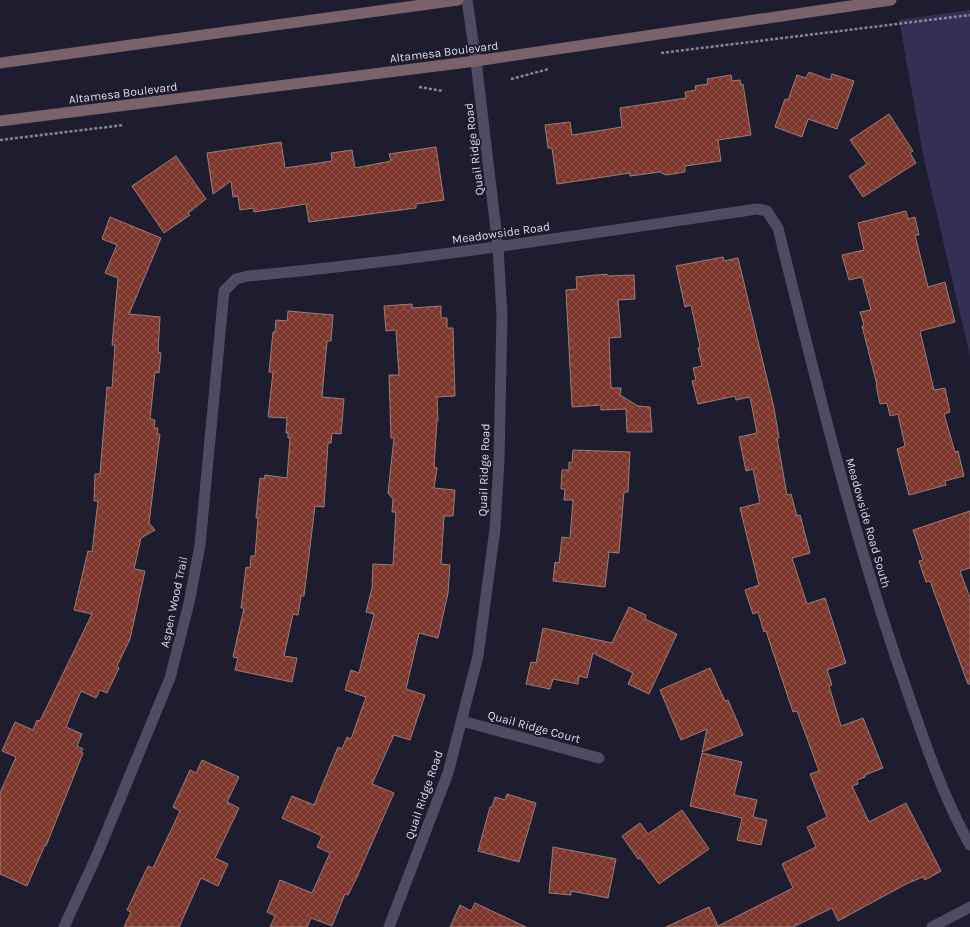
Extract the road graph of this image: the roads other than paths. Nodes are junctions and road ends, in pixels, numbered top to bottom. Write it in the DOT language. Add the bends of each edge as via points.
graph roads {
  1 [pos="458,0"];
  2 [pos="467,0"];
  3 [pos="891,0"];
  4 [pos="476,61"];
  5 [pos="0,63"];
  6 [pos="0,121"];
  7 [pos="757,209"];
  8 [pos="498,247"];
  9 [pos="248,276"];
  10 [pos="462,721"];
  11 [pos="599,758"];
  12 [pos="970,845"];
  13 [pos="970,907"];
  14 [pos="64,927"];
  15 [pos="389,927"];
  16 [pos="932,927"];
  1 -- 5 [label="main road"];
  2 -- 4 [label="street, Quail Ridge Road"];
  3 -- 4 [label="main road, Altamesa Boulevard"];
  4 -- 6 [label="main road, Altamesa Boulevard"];
  4 -- 8 [label="street, Quail Ridge Road"];
  7 -- 8 [label="street, Meadowside Road"];
  7 -- 12 [label="street, Meadowside Road South" via="767,211 778,228 831,440 879,609 931,760"];
  8 -- 9 [label="street, Meadowside Road" via="339,268"];
  8 -- 10 [label="street, Quail Ridge Road" via="502,315 494,530 478,656"];
  9 -- 14 [label="street, Aspen Wood Trail" via="236,279 224,291 200,546 170,678 97,855"];
  10 -- 11 [label="street, Quail Ridge Court"];
  10 -- 15 [label="street, Quail Ridge Road" via="448,773"];
  13 -- 16 [label="street"];
}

ABOUT THIS EXERCISE | Print every record above exactly, with no pictures.

TASK ANSWER |
Extract the road graph of this image: the roads other than paths. Nodes are junctions and road ends, in pixels, numbered top to bottom. Write it in the DOT language. Add the bends of each edge as via points.
graph roads {
  1 [pos="458,0"];
  2 [pos="467,0"];
  3 [pos="891,0"];
  4 [pos="476,61"];
  5 [pos="0,63"];
  6 [pos="0,121"];
  7 [pos="757,209"];
  8 [pos="498,247"];
  9 [pos="248,276"];
  10 [pos="462,721"];
  11 [pos="599,758"];
  12 [pos="970,845"];
  13 [pos="970,907"];
  14 [pos="64,927"];
  15 [pos="389,927"];
  16 [pos="932,927"];
  1 -- 5 [label="main road"];
  2 -- 4 [label="street, Quail Ridge Road"];
  3 -- 4 [label="main road, Altamesa Boulevard"];
  4 -- 6 [label="main road, Altamesa Boulevard"];
  4 -- 8 [label="street, Quail Ridge Road"];
  7 -- 8 [label="street, Meadowside Road"];
  7 -- 12 [label="street, Meadowside Road South" via="767,211 778,228 831,440 879,609 931,760"];
  8 -- 9 [label="street, Meadowside Road" via="339,268"];
  8 -- 10 [label="street, Quail Ridge Road" via="502,315 494,530 478,656"];
  9 -- 14 [label="street, Aspen Wood Trail" via="236,279 224,291 200,546 170,678 97,855"];
  10 -- 11 [label="street, Quail Ridge Court"];
  10 -- 15 [label="street, Quail Ridge Road" via="448,773"];
  13 -- 16 [label="street"];
}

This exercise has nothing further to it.